[Start of section]

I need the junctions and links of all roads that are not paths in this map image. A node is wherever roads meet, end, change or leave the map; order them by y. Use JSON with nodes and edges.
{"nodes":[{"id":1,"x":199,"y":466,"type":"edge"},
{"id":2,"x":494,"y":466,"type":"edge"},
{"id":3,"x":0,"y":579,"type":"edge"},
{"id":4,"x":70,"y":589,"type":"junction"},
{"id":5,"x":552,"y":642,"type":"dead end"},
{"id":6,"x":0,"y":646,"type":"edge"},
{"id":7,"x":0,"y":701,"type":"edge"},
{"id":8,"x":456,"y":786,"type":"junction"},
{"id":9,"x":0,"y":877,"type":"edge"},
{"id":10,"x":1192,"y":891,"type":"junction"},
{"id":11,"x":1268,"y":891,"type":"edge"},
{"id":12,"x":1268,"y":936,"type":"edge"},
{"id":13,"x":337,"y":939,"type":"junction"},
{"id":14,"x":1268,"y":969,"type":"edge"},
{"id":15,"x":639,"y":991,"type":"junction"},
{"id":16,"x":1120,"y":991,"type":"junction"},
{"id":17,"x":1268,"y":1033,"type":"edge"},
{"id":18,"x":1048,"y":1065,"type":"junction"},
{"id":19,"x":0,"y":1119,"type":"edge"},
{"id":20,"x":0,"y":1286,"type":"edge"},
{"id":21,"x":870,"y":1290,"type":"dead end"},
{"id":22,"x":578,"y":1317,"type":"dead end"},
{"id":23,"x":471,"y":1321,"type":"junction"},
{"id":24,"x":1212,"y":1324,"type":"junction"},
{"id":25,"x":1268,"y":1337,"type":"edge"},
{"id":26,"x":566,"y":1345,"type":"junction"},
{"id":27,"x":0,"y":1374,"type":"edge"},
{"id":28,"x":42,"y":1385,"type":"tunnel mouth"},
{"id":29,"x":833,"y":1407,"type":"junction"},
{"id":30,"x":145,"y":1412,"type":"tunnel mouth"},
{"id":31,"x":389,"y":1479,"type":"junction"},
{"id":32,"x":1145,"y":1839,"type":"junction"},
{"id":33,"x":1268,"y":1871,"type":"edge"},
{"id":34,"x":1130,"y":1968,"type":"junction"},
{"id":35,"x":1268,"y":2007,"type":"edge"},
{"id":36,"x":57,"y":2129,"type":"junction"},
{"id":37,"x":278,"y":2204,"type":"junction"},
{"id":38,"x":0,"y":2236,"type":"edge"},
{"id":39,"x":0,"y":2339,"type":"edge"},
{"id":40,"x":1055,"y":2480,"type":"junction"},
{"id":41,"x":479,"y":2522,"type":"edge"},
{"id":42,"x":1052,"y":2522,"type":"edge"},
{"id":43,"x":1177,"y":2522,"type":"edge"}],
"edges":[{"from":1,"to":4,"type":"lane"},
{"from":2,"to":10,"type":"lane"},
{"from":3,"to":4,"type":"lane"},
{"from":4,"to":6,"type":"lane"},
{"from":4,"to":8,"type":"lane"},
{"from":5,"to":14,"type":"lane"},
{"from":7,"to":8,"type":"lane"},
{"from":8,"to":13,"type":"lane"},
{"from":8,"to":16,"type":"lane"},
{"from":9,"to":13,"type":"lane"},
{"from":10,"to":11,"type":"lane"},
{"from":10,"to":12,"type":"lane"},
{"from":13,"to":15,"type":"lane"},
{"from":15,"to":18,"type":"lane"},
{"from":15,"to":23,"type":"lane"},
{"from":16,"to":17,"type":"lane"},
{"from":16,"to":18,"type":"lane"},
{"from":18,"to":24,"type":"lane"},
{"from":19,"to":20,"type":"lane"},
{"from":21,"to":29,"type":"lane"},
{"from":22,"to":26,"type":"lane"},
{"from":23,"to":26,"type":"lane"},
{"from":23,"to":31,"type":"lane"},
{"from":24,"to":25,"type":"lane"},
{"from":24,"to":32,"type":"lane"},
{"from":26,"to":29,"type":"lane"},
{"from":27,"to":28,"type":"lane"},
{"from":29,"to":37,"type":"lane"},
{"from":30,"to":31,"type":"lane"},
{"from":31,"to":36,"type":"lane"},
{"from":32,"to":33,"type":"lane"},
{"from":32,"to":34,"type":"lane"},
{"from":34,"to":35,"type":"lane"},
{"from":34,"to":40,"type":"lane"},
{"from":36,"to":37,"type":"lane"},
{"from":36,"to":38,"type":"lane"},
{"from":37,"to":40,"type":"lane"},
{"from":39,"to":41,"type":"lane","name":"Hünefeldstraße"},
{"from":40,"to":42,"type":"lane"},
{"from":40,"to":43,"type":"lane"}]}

[End of section]

ACTIVITY:
Exactly as written, return every line of the material.

SOLUTION:
I need the junctions and links of all roads that are not paths in this map image. A node is wherever roads meet, end, change or leave the map; order them by y. Use JSON with nodes and edges.
{"nodes":[{"id":1,"x":199,"y":466,"type":"edge"},
{"id":2,"x":494,"y":466,"type":"edge"},
{"id":3,"x":0,"y":579,"type":"edge"},
{"id":4,"x":70,"y":589,"type":"junction"},
{"id":5,"x":552,"y":642,"type":"dead end"},
{"id":6,"x":0,"y":646,"type":"edge"},
{"id":7,"x":0,"y":701,"type":"edge"},
{"id":8,"x":456,"y":786,"type":"junction"},
{"id":9,"x":0,"y":877,"type":"edge"},
{"id":10,"x":1192,"y":891,"type":"junction"},
{"id":11,"x":1268,"y":891,"type":"edge"},
{"id":12,"x":1268,"y":936,"type":"edge"},
{"id":13,"x":337,"y":939,"type":"junction"},
{"id":14,"x":1268,"y":969,"type":"edge"},
{"id":15,"x":639,"y":991,"type":"junction"},
{"id":16,"x":1120,"y":991,"type":"junction"},
{"id":17,"x":1268,"y":1033,"type":"edge"},
{"id":18,"x":1048,"y":1065,"type":"junction"},
{"id":19,"x":0,"y":1119,"type":"edge"},
{"id":20,"x":0,"y":1286,"type":"edge"},
{"id":21,"x":870,"y":1290,"type":"dead end"},
{"id":22,"x":578,"y":1317,"type":"dead end"},
{"id":23,"x":471,"y":1321,"type":"junction"},
{"id":24,"x":1212,"y":1324,"type":"junction"},
{"id":25,"x":1268,"y":1337,"type":"edge"},
{"id":26,"x":566,"y":1345,"type":"junction"},
{"id":27,"x":0,"y":1374,"type":"edge"},
{"id":28,"x":42,"y":1385,"type":"tunnel mouth"},
{"id":29,"x":833,"y":1407,"type":"junction"},
{"id":30,"x":145,"y":1412,"type":"tunnel mouth"},
{"id":31,"x":389,"y":1479,"type":"junction"},
{"id":32,"x":1145,"y":1839,"type":"junction"},
{"id":33,"x":1268,"y":1871,"type":"edge"},
{"id":34,"x":1130,"y":1968,"type":"junction"},
{"id":35,"x":1268,"y":2007,"type":"edge"},
{"id":36,"x":57,"y":2129,"type":"junction"},
{"id":37,"x":278,"y":2204,"type":"junction"},
{"id":38,"x":0,"y":2236,"type":"edge"},
{"id":39,"x":0,"y":2339,"type":"edge"},
{"id":40,"x":1055,"y":2480,"type":"junction"},
{"id":41,"x":479,"y":2522,"type":"edge"},
{"id":42,"x":1052,"y":2522,"type":"edge"},
{"id":43,"x":1177,"y":2522,"type":"edge"}],
"edges":[{"from":1,"to":4,"type":"lane"},
{"from":2,"to":10,"type":"lane"},
{"from":3,"to":4,"type":"lane"},
{"from":4,"to":6,"type":"lane"},
{"from":4,"to":8,"type":"lane"},
{"from":5,"to":14,"type":"lane"},
{"from":7,"to":8,"type":"lane"},
{"from":8,"to":13,"type":"lane"},
{"from":8,"to":16,"type":"lane"},
{"from":9,"to":13,"type":"lane"},
{"from":10,"to":11,"type":"lane"},
{"from":10,"to":12,"type":"lane"},
{"from":13,"to":15,"type":"lane"},
{"from":15,"to":18,"type":"lane"},
{"from":15,"to":23,"type":"lane"},
{"from":16,"to":17,"type":"lane"},
{"from":16,"to":18,"type":"lane"},
{"from":18,"to":24,"type":"lane"},
{"from":19,"to":20,"type":"lane"},
{"from":21,"to":29,"type":"lane"},
{"from":22,"to":26,"type":"lane"},
{"from":23,"to":26,"type":"lane"},
{"from":23,"to":31,"type":"lane"},
{"from":24,"to":25,"type":"lane"},
{"from":24,"to":32,"type":"lane"},
{"from":26,"to":29,"type":"lane"},
{"from":27,"to":28,"type":"lane"},
{"from":29,"to":37,"type":"lane"},
{"from":30,"to":31,"type":"lane"},
{"from":31,"to":36,"type":"lane"},
{"from":32,"to":33,"type":"lane"},
{"from":32,"to":34,"type":"lane"},
{"from":34,"to":35,"type":"lane"},
{"from":34,"to":40,"type":"lane"},
{"from":36,"to":37,"type":"lane"},
{"from":36,"to":38,"type":"lane"},
{"from":37,"to":40,"type":"lane"},
{"from":39,"to":41,"type":"lane","name":"Hünefeldstraße"},
{"from":40,"to":42,"type":"lane"},
{"from":40,"to":43,"type":"lane"}]}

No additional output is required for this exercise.